The ohana has a special Christmas celebration planned on Wednesday at New Hope Hilo, 840 Kupulau Road in Waiakea Uka. The Shops at New Hope will be open from 2 p.m. for Christmas shopping and dinner will be available for a reasonable price prior to the show. Doors open at 6 p.m. with the concert at 6:30 p.m. Tickets are $10, available at New Hope, online at www.newhopehilo.org, or from the Longakit family.
“The music is gonna be a mix, I’d say 80 to 90 percent Christmas music. We’ll do a couple of originals, but we’re gonna tie it in to a Christmasy atmosphere,” Lloyd told the Tribune-Herald. “We’ll be sharing the reason for the season.”
Pomai, one-half of the KWXX-FM morning show with Keala (Kawaauhau), says this “very close-knit family” is “really looking forward to putting on a production.”
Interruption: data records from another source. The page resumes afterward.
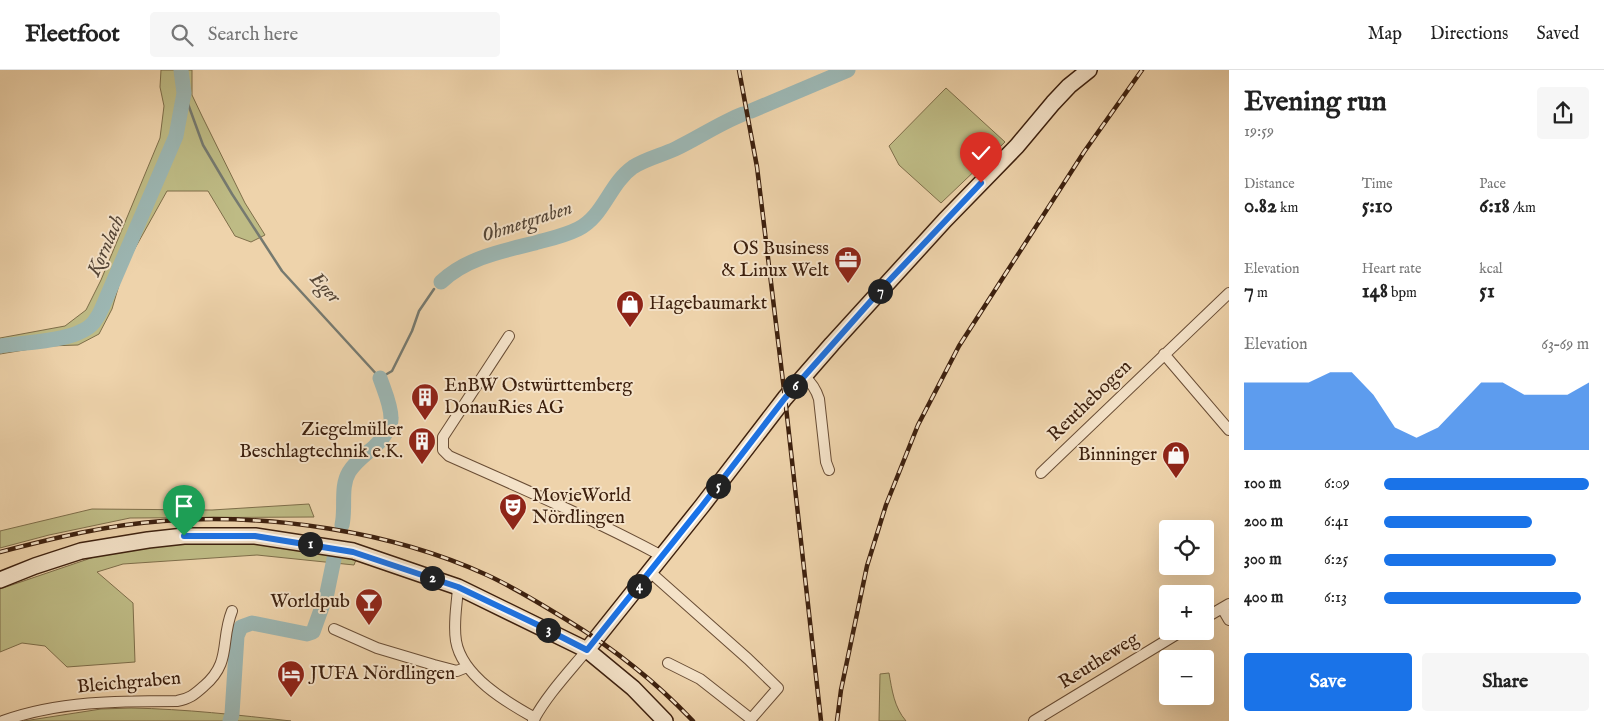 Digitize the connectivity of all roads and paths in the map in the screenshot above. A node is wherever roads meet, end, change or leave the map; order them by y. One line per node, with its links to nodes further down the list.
1 (1089, 70): 5 (main road)
2 (1229, 293): 4 (street, Reuthebogen)
3 (509, 336): 9 (street)
4 (1164, 354): 6 (street); 8 (street, Reuthebogen)
5 (804, 376): 7 (street); 9 (main road)
6 (1229, 430)
7 (829, 470)
8 (1040, 473)
9 (662, 556): 10 (main road)
10 (650, 572): 19 (main road); 23 (street)
11 (0, 580): 12 (main road)
12 (458, 587): 19 (main road); 21 (street)
13 (1226, 606): 15 (street); 16 (street)
14 (232, 611): 24 (street, Bleichgraben)
15 (1214, 613)
16 (1229, 620)
17 (334, 629): 21 (street)
18 (1167, 640): 26 (street, Reutheweg)
19 (587, 650): 22 (street); 25 (main road)
20 (668, 663): 23 (street)
21 (467, 666): 22 (street)
22 (534, 719)
23 (753, 720)
24 (3, 721)
25 (665, 721)
26 (1034, 721)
“The thing that people don’t know is that it’s not just going to be a concert with song after song after song,” she said. “It’s actually going to be a production. We’re going to be sharing our testimony — myself and my family, Loeka and his family and my mom and dad. It’s funny how they both went through marriages and luckily, they found each other. They had a blended family and raised a total of seven children together. People are not going to just see the Longakits as they usually would, singing, but they’re actually going to get to know us.”
Lloyd noted that the family has actually done a Christmas show before “but Loeka was about three years old at the time, so Pomai was five.” He said the family performed that show both in Hilo and at the Ala Moana Hotel in Honolulu.
Pomai said the show’s repertoire was “decided collectively as a family.”
“We prayed on it; we talked about it,” she said. “We talked about how we, as a family, celebrate Christmas every year and what we do, our family traditions. We get together, we eat, we play, we sing and we watch the kids open up their gifts. And if we’re lucky, we get a gift or two that we get to open up. We chose the songs that we’ve been singing throughout the years together as a family.”
CDs by the various family members will also be available, including the latest, “Huaka‘i” — a retrospective with new versions of family standards including “Come A‘ama Crab,” “The One They Call Hawaii,” “At Manele” and “Waikoloa Sands.”
“’Huaka‘i’ means ‘Journey,’” Lloyd said. “Pomai came up with that title, and we all thought it fit, because we took songs off of just about every CD that we did. And I incorporated two or three songs from my instrumental album, also. Every song is original by the Longakit family. It’s basically our journey.”
Pomai said she hopes to see “somebody do something kind for somebody else this holiday season” — including bringing them to the show.
“If you have some extra money, buy somebody a ticket and ask them to come with you because it’s definitely going to be a night you’re not going to regret coming to and being a part of,” she said.